Let’s revisit food history over the past two years:

  • June 2008: A Nationwide Salmonella outbreak blamed on Tomatoes.
  • Feb 2008: 143,000,000 lbs of beef recalled due to poor lapses in inspections (to be fair, this is an issue for the USDA, but still reflects the state of our national food production)
  • September 2007: 21,700,000 lbs of beef are recalled due to E.Coli contamination
  • September 2007: Dole Fresh Vegetables recalls about 800 cases of salads shipped throughout the United States and Canada after Canadian government testing revealed contamination with a deadly strain of E. coli bacteria.
  • Auguest 2007 : Metz Fresh, a King City-based grower and shipper, recalled 8,000 cartons of fresh spinach after salmonella was found during a routine test of spinach.
  • June 2007: Tyson Fresh Meats Inc. recalled more than 40,000 pounds of ground beef shipped to Wal-Mart stores in 12 states after samples tested at a Sherman, Texas, plant showed signs of E. coli contamination.
  • February 2007: Carolina Culinary Food calls for a nationwide recall of Oscar Mayer ready-to-eat chicken breast strips with rib meat because they may be contaminated with listeria.
  • February 2007: Conagra has a nationwide recall of Peter Pan peanut butter that may contain salmonella.
  • September 2006: Nationwide recall of bagged spinach. Many store simply refuse to carry any Spinach due to inability of the FDA to say conclusively what brands are affected, and whether there’s a problem with non-bagged spinach or not.

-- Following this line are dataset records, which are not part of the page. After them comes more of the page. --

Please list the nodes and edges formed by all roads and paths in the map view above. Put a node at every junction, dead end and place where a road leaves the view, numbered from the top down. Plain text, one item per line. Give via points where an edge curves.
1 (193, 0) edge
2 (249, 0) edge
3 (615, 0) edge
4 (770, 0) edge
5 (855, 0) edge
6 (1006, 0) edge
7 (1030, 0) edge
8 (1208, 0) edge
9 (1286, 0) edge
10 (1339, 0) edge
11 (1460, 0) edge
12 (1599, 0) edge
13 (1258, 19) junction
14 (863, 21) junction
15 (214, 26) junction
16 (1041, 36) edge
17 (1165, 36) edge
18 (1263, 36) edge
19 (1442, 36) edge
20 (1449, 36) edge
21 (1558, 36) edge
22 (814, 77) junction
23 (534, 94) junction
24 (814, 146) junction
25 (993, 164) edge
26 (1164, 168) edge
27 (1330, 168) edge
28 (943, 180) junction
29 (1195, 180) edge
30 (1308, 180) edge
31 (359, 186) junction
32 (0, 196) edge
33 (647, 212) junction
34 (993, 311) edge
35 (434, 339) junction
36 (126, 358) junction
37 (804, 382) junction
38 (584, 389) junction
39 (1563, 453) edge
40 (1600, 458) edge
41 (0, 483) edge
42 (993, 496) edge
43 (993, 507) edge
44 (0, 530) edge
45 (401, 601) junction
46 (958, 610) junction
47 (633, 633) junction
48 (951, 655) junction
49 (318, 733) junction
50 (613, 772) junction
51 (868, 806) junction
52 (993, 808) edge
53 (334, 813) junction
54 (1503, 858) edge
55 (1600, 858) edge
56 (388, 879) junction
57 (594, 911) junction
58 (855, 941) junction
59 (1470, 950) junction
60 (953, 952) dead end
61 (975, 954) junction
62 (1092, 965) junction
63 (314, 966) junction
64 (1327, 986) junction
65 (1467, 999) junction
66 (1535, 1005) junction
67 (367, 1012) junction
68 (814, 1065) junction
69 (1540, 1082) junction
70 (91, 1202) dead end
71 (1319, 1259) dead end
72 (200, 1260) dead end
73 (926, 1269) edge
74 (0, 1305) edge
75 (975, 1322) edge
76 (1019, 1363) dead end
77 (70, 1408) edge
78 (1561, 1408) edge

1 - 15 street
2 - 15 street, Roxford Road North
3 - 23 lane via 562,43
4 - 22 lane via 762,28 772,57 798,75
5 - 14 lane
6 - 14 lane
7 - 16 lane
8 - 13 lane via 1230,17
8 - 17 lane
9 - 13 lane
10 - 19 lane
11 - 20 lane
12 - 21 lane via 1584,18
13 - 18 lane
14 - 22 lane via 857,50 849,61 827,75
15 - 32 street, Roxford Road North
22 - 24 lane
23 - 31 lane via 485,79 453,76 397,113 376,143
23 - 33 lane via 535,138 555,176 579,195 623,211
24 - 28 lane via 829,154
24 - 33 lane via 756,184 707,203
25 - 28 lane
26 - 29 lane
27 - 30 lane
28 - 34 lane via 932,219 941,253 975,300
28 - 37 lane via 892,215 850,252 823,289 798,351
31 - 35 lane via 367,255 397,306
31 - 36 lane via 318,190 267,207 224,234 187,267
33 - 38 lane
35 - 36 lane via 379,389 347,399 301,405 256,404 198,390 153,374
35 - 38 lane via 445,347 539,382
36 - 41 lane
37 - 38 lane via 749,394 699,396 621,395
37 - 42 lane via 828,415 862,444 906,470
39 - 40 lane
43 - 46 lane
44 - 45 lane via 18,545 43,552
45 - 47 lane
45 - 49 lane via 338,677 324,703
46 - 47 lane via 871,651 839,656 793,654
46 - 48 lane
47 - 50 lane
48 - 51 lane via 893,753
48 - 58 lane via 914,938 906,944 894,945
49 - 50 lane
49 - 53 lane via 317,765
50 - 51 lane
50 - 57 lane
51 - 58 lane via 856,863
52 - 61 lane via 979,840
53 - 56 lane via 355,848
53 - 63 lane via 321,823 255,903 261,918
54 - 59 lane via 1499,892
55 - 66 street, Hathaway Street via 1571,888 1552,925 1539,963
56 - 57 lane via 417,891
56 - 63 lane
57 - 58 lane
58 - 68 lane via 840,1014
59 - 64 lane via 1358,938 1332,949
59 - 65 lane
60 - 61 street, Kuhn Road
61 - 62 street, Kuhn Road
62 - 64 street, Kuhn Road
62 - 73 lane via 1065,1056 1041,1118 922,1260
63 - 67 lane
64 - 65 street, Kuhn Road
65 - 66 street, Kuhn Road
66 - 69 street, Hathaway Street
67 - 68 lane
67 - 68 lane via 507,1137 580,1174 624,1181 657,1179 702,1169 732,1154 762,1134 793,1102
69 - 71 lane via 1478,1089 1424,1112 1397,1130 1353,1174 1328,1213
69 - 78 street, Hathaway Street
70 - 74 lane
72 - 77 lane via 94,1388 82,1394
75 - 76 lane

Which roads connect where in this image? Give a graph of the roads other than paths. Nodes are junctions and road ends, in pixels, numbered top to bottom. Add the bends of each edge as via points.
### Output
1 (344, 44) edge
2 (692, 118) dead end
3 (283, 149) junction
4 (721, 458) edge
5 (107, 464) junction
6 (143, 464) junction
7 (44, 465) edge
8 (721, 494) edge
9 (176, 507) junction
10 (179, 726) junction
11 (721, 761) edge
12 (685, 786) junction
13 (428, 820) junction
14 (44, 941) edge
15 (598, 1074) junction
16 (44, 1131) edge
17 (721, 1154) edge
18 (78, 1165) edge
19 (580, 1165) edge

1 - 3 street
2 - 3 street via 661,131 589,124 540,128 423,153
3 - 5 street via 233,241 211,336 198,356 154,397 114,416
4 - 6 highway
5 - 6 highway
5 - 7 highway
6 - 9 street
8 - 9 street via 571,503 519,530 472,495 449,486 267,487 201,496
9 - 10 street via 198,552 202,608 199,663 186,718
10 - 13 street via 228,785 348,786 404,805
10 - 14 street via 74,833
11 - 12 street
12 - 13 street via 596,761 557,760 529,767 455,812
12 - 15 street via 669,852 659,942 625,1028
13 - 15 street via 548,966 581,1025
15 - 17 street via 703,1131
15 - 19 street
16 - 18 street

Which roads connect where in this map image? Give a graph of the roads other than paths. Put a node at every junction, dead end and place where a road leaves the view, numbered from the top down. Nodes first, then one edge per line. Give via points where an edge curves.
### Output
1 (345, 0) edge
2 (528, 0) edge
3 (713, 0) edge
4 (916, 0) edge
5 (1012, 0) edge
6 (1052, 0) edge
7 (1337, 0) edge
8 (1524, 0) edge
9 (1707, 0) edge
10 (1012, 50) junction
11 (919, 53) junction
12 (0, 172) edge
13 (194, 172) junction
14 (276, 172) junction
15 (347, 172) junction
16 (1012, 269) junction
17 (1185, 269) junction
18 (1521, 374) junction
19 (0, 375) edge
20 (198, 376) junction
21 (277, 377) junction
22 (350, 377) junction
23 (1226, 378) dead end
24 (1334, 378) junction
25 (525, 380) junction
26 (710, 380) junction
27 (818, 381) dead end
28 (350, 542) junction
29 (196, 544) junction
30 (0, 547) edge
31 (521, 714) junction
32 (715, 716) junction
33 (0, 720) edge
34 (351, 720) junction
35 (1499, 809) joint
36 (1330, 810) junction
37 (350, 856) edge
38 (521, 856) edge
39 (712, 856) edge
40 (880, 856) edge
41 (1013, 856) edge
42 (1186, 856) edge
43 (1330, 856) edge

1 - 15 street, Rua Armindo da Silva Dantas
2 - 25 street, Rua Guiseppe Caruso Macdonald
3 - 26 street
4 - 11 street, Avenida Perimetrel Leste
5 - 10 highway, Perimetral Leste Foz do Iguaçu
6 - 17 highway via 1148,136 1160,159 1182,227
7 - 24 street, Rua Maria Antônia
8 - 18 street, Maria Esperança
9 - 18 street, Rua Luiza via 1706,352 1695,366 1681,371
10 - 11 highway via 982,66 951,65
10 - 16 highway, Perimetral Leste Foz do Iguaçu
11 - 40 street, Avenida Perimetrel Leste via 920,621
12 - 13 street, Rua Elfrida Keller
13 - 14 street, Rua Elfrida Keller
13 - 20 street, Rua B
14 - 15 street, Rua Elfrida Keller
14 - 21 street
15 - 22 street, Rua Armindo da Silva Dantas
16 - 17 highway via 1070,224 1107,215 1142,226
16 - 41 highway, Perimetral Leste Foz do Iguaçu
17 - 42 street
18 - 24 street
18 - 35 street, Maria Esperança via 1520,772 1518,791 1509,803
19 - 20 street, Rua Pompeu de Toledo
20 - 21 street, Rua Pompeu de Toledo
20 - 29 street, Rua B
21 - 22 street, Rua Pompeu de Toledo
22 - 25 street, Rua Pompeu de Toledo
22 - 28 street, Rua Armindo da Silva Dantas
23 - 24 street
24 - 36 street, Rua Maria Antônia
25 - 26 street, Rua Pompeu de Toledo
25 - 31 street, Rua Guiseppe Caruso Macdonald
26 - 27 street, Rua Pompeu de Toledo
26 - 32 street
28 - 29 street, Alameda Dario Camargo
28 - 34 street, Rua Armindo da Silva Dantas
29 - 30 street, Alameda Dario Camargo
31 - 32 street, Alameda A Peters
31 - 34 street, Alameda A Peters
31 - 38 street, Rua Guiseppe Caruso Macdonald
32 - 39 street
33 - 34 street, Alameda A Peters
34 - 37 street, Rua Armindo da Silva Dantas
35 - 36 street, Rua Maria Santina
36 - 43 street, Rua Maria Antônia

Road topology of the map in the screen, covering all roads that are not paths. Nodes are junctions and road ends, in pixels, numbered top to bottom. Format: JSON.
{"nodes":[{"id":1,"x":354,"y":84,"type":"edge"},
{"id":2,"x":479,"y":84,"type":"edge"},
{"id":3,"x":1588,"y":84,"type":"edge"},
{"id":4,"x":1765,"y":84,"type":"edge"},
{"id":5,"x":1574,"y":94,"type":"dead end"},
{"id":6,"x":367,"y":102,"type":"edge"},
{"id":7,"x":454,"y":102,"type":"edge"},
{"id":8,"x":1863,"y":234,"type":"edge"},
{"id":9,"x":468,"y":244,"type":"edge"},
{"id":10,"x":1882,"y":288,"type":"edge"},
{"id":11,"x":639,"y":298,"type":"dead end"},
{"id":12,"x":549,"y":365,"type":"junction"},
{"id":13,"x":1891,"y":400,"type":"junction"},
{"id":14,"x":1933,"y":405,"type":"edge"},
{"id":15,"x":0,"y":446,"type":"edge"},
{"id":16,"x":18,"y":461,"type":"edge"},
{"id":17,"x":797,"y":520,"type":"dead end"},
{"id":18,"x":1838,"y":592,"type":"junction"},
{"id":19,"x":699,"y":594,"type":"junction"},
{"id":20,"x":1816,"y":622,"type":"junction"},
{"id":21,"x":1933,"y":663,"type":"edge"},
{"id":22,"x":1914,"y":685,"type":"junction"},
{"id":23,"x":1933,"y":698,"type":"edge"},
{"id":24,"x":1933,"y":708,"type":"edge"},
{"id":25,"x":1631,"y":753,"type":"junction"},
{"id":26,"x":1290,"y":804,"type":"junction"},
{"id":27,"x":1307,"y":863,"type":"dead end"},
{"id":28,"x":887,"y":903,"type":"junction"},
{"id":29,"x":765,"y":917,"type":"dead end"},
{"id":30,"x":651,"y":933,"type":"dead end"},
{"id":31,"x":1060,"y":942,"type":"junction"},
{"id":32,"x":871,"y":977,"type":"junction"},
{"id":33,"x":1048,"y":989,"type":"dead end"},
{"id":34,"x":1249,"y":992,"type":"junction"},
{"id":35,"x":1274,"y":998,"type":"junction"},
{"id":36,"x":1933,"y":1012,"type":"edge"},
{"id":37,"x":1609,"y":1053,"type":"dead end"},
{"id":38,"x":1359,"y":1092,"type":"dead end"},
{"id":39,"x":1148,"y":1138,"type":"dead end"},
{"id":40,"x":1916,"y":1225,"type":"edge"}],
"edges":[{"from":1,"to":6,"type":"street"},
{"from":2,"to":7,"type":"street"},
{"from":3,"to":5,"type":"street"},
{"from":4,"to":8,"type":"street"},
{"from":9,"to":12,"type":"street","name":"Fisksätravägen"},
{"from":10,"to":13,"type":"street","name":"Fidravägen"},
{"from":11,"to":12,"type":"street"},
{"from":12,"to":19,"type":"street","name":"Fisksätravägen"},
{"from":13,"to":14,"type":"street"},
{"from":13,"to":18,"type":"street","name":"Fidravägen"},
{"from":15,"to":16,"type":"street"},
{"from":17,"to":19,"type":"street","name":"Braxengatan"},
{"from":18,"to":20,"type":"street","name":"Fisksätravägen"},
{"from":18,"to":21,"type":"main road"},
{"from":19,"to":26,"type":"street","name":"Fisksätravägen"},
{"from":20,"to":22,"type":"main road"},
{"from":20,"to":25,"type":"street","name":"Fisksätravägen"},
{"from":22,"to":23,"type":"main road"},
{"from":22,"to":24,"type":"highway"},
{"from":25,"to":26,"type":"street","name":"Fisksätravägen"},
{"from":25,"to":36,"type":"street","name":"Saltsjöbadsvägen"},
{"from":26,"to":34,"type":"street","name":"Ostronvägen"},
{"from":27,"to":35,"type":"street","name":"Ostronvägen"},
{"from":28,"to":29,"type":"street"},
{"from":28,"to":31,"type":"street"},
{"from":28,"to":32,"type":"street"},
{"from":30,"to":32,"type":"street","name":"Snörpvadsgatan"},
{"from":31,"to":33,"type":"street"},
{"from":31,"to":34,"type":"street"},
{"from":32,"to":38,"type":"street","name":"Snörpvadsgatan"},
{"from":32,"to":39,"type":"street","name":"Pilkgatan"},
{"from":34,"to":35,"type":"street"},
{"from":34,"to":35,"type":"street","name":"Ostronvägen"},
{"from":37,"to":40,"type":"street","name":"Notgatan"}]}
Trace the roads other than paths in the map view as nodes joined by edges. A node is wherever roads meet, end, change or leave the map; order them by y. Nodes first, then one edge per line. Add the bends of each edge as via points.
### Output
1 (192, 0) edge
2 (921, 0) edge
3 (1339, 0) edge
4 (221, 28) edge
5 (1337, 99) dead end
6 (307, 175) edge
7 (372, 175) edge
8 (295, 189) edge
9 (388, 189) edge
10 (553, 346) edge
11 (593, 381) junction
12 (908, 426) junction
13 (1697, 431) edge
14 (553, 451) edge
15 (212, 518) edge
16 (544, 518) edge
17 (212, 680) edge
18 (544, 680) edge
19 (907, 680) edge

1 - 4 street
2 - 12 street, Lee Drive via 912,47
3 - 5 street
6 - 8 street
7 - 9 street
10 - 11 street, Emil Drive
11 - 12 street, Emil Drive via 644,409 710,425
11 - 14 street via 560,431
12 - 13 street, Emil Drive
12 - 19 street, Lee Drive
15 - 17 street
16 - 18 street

It’s a simple question really, even if it may be rhetorical: How is this acceptable?

The Complicity of the USDA

From the New York Times:

Two years ago, after an 8-year-old girl in Albany County, N.Y., was sickened by Topps ground beef, the Agriculture Department scrutinized the Elizabeth plant and found relatively few problems. But since then, the department said, Topps cut its microbial testing on finished ground beef from once a month to three times a year, a level the department considers inadequate.

Federal investigators said they had recently learned that the company failed to require adequate testing on the raw beef it bought from its domestic suppliers, and it sometimes mixed tested and untested meat in its grinding machines.

The Agriculture Department acknowledged that its safety inspectors, who were in the Topps plant for an hour or two each day, never cited the company for these problems.

Now I’m no legal expert in any sense of the term, but it seems to me that if the USDA knew about the indiscretions of the Topps company, and then did nothing, then the USDA is partially culpable for the outbreak.

AGGGH!! This is what is so frustrating about our food regulations! The USDA and FDA know that it’s better to have these regulations on the book. There’s no scenario in which it’s a good idea to not check for E.Coli on a monthly basis, especially when you deal with high volume meat products.

And yet for reasons that are not adequately explained, it was the friggin’ government inspectors who didn’t say anything when Topps decided to go off the ranch? What the hell????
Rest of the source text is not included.